No mundo da arte, existe uma parábola sobre uma das obras de Jackson Pollock, famoso pintor expressionista abstrato da segunda metade do século XX. Essa história conta que, durante uma exposição do pintor, um crítico de arte ficou encantado por um quadro de Pollock que consistia de um enorme quadro pintado de tinta preta e, no meio dele, dois pontos pequenos e solitários de tinta vermelha. O crítico explicava a todos ao seu redor que aquele quadro era uma expressão da psique do artista em relação ao mundo, onde todas as partes pretas significavam a sociedade e os pontos vermelhos eram os olhos do artista nela, algo que se destacava do resto, mas, ao mesmo tempo, estava solitário e isolado do mundo.

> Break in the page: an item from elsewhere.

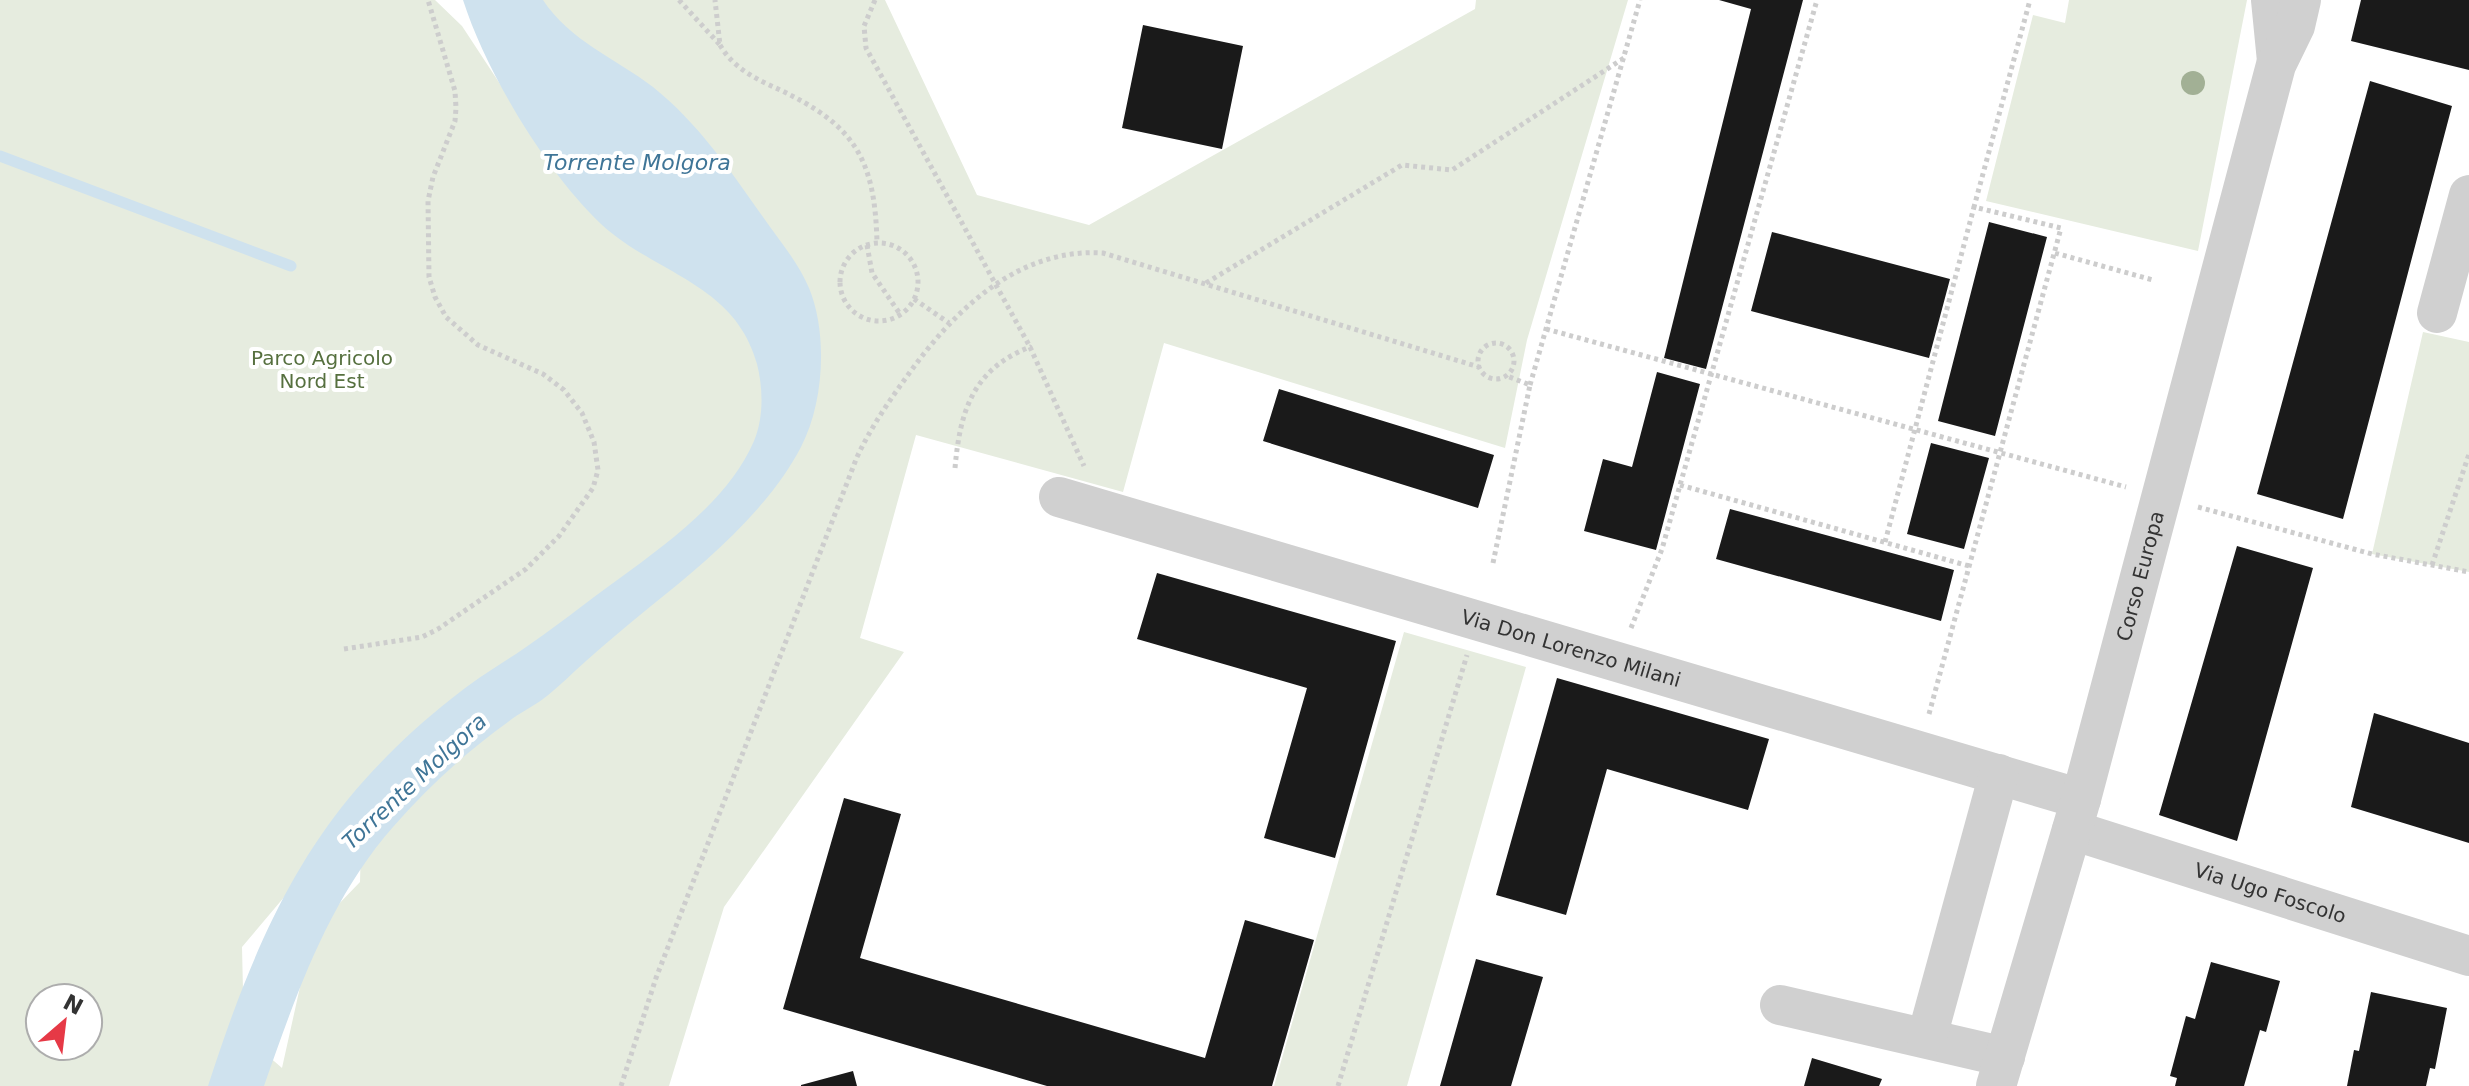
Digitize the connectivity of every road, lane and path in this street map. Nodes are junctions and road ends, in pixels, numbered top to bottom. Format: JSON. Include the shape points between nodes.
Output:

Enquanto apreciava essa obra que tão corretamente mostrava o que era ser um artista em um mundo cada vez mais cético e materialista, Pollock passa ao lado do crítico, que aproveita a deixa para pará-lo e confirmar o que queriam dizer aqueles dois pequenos pontos vermelhos que se destacavam no quadro. Pollock pareceu não entender a pergunta, olhou com atenção para o quadro e então soltou a seguinte frase “Ah, eles devem ter espirrado na hora que eu estava pintando aquele outro quadro ali”.

Como toda parábola, não há como ter certeza se essa história é real ou se foi inventada por alguém para exemplificar um ponto, mas em ambos os casos ela é válida. Isso porque, inventada ou não, ela ilustra muito bem uma realidade: como muitas vezes o real valor de uma obra de arte é subjetivo, e como é possível haver muitas interpretações sobre um mesmo tema. Isso não quer dizer que algum dos lados está errado, mas sim que, por conta de sua bagagem e estudo da arte como um todo — o capital cultural —, muitas vezes um crítico acaba encontrando mais significado em uma obra do que o próprio artista havia pretendido ao criá-la. E, olhando-se para o todo e sem conhecer como foi o processo de criação, é bem possível acreditar que dois pontos de tinta que simplesmente espirraram em uma tela possuem um significado muito mais profundo.

Conto essa história aqui por causa disso: Layers of Fear 2 é a parábola de Jackson Pollock em forma de videogame.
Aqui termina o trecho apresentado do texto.